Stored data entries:
+-------+
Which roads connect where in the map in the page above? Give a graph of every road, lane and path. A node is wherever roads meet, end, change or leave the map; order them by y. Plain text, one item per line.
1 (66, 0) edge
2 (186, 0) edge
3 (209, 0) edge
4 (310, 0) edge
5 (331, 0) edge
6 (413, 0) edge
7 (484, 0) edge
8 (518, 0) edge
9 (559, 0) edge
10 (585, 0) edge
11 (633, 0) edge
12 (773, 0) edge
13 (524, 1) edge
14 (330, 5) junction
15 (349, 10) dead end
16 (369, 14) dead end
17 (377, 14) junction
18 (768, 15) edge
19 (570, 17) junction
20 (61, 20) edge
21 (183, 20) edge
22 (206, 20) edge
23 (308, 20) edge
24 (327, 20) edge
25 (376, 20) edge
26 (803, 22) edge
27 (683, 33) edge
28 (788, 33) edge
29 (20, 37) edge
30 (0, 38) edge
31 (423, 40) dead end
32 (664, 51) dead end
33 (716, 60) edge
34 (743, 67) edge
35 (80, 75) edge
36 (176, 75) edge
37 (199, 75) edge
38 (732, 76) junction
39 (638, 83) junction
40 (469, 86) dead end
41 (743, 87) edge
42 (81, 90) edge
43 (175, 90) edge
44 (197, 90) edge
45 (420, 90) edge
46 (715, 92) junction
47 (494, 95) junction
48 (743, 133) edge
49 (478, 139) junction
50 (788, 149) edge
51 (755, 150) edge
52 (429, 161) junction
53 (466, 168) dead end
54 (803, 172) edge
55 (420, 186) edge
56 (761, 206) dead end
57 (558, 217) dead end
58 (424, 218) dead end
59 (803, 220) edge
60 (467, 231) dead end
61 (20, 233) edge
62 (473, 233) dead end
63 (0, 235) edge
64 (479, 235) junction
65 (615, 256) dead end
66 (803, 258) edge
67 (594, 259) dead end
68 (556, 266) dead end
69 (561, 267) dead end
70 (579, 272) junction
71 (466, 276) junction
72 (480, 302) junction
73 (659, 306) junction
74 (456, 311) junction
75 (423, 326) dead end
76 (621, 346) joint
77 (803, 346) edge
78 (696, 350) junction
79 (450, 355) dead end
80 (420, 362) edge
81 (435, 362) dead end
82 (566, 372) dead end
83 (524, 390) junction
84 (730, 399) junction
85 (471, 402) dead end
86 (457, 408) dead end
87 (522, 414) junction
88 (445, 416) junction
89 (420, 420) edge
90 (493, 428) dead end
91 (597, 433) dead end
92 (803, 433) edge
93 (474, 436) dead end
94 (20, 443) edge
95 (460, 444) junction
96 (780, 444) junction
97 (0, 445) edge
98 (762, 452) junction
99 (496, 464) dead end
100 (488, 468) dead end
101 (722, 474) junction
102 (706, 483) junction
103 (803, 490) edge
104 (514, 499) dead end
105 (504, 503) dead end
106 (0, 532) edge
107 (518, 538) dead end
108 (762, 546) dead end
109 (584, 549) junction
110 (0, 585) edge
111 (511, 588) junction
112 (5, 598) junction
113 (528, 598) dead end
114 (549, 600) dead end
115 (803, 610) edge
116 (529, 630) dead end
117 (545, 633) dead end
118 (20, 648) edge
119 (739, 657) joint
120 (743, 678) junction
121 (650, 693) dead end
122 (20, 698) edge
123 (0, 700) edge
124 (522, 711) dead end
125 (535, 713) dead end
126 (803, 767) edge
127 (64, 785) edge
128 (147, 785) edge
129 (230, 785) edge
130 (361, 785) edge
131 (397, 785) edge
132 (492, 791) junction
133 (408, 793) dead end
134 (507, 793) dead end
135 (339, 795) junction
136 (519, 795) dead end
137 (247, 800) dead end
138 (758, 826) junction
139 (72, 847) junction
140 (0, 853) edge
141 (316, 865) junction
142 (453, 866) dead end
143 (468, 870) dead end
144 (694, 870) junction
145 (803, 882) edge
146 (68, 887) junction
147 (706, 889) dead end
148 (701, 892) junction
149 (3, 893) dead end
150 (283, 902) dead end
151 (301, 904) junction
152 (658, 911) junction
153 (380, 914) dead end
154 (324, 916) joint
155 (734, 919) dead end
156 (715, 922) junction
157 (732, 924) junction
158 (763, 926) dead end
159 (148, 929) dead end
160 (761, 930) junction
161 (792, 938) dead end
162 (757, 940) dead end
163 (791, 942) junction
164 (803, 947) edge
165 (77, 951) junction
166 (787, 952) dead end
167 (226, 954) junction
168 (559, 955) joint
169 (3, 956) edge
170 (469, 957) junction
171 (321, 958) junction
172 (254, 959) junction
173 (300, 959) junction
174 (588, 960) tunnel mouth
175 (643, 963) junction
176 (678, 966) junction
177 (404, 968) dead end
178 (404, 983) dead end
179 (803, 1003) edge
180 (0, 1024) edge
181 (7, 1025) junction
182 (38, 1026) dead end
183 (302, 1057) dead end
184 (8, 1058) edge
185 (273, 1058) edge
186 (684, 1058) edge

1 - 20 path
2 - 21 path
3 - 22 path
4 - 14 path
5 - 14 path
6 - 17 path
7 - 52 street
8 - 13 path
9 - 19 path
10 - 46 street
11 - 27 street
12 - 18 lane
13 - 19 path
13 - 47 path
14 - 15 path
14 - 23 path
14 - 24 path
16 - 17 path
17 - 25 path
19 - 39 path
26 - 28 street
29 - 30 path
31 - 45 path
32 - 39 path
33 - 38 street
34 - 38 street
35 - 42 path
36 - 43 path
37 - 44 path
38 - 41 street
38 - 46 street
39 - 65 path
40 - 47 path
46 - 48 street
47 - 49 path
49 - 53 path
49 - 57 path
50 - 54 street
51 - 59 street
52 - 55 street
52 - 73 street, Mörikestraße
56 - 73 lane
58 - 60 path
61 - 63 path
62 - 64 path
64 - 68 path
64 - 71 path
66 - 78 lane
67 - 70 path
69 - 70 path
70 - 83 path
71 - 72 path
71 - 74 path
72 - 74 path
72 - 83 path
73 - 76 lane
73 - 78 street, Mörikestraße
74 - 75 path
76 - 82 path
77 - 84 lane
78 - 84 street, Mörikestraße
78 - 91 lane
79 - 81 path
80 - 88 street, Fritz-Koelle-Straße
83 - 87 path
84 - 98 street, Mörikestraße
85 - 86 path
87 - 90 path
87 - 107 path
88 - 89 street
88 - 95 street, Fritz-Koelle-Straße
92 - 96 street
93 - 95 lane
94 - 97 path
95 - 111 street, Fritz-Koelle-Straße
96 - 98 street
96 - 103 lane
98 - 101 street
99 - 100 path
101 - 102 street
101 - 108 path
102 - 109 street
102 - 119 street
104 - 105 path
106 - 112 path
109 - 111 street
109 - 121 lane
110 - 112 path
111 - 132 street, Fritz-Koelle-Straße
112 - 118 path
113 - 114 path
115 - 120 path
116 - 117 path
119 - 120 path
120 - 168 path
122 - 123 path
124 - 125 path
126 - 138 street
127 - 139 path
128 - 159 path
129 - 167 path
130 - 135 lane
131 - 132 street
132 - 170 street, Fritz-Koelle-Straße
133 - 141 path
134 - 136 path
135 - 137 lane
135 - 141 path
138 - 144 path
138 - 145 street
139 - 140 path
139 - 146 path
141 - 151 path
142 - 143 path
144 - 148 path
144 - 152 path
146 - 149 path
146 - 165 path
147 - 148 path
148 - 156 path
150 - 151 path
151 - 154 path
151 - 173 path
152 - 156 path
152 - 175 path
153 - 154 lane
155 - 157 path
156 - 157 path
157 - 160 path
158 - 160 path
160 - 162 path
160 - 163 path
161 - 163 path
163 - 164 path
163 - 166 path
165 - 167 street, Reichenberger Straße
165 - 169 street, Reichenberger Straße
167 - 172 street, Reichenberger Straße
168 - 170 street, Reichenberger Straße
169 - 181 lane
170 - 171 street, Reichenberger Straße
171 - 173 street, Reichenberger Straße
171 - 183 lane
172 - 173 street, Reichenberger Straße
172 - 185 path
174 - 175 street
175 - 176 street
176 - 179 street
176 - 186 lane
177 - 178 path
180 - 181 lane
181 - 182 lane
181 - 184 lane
+-------+
Looking at the entries above, count each line in which the word "joint" occurs, then give the total and nothing further.

4